In fact, recovering porn users consistently report improvements in the very symptoms of those conditions, whether or not they supposedly had such a condition. In other words, whatever their starting point, changing their behavior is therapeutic. Indeed, for all we know, research might someday show that medications for commonly diagnosed conditions such as ADHD, depression and anxiety are less effective than simply stopping Internet porn use—much as antidepressants are less effective than exercise.

Probably the most distressing porn-related symptom for which young men now seek medical treatment is ED. They fear they are ruined for life, that nothing can be done, that they will never be able to sustain a relationship. Some are even suicidal. Yet if they think to ask their doctors about ED and excess, they inquire about “masturbation,” and are swiftly assured that masturbation can’t cause ED (probably true). However, nearly every younger guy who says “masturbation,” actually means “masturbation to Internet porn.” Thus, the message he takes away is that masturbation to Internet porn cannot be causing his ED (false).

Conflating today’s porn with masturbation confuses both patients and medical professionals. It’s hyperstimulation that overrides natural satiety and triggers pathological brain changes, not masturbation—or rather the combination of the two—that causes problems. Meanwhile, when doctors test their young ED patients’ hormones, etc., and don’t find anything wrong, they give them the pat answer, required by the deficient DSM, that their problems are “due to anxiety.” Small comfort indeed for a desperate young man whose problem is reversible if he is properly diagnosed and educated.

Let’s do the right thing

It’s time for the DSM to face the science of behavioral addiction squarely with respect to sexual compulsivity. Sexual compulsives need help understanding the changes in their brains so they can restore them to normal sensitivity. Pills and counseling for “pre-existing conditions” don’t do the job.

Academic sexologists traditionally shrink from modifying anyone’s sexual proclivities. However today’s “normal” (i.e., typical) porn use is giving rise to symptoms in some users that are very abnormal from a physiological standpoint. As a society, we need to get very clear about the effects of sexual superstimuli on the brain by employing recent addiction-science discoveries and diagnostic tools rather than historical academic presumptions.

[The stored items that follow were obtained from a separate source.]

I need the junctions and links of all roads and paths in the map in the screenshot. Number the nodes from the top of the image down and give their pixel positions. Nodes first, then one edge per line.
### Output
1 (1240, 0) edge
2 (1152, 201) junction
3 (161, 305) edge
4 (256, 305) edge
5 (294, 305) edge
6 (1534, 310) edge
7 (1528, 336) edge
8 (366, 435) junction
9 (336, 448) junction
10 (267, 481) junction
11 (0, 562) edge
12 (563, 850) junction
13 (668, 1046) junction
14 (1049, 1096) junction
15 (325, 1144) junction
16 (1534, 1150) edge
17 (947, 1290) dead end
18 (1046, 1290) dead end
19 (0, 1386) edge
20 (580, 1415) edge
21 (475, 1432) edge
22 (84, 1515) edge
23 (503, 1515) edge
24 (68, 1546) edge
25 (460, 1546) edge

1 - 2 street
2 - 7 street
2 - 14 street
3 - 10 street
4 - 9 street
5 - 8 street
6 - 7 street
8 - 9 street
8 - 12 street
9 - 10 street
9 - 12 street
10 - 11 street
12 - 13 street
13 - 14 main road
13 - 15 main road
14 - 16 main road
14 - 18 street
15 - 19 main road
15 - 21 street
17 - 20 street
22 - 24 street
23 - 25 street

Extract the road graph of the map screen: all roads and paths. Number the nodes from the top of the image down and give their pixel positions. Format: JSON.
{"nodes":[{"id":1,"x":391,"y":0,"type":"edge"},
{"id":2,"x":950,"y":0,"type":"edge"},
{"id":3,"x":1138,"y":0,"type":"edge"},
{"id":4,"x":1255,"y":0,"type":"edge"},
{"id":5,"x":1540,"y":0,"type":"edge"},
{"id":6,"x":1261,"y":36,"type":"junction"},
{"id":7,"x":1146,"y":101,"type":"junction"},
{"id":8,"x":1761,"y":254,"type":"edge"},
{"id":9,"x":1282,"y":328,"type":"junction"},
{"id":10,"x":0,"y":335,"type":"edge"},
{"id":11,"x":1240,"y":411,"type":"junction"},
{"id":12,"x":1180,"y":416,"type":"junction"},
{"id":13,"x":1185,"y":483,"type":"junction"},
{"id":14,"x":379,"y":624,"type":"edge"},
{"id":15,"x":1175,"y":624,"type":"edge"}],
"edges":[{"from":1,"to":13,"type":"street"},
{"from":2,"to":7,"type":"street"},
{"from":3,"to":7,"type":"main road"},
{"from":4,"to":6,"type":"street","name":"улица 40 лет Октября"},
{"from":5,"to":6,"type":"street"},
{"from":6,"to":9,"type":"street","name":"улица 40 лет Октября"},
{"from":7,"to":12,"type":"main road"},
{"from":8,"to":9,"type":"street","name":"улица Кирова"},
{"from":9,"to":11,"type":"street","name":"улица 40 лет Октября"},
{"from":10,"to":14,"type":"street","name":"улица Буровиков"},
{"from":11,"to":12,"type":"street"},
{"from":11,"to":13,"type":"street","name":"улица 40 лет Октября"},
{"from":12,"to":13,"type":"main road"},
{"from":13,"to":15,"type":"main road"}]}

Even academic sexologists may one day be glad if the DSM jumpstarts their awareness of the profound link between sex and recent brain science. Addiction research is revealing important information about the very brain circuitry most relevant to their profession. The reward circuitry governs/facilitates libido, erections and orgasm in addition to addiction. Better education about this circuitry of the brain would, in fact, foster a more enlightened understanding of critical aspects of human sexuality and pair bonding.

Meanwhile, nearly every computer savvy young man is finding his way to Internet porn/chat. Girls’ use is growing, too. Porn’s effects on their brains won’t go away because the DSM officially ignores them. For too long the key work group has been lulled into inertia by its unsupportable conviction that “All porn is harmless.” If these academics could just replace the word “porn” with “stimuli,” they would instantly see the weakness in their position.

Treating sexual compulsion as an addiction-related disorder because of its effects on the brain would align with the trend in psychiatry as a whole:

The intellectual basis of [psychiatry] is shifting from one discipline, based on subjective ‘mental’ phenomena, to another, neuroscience.” Thomas Insel 

Unless the DSM reconsiders its recent decision, those who become hooked on today’s synthetic erotica will continue to be misdiagnosed and discouraged from making the changes that can reverse their pathology. If instead the authors of the new DSM act to underscore the connection between the brain’s reward circuitry and hypersexual disorders, they could do much to help protect everyone’s free will and appetite for sexual pleasure.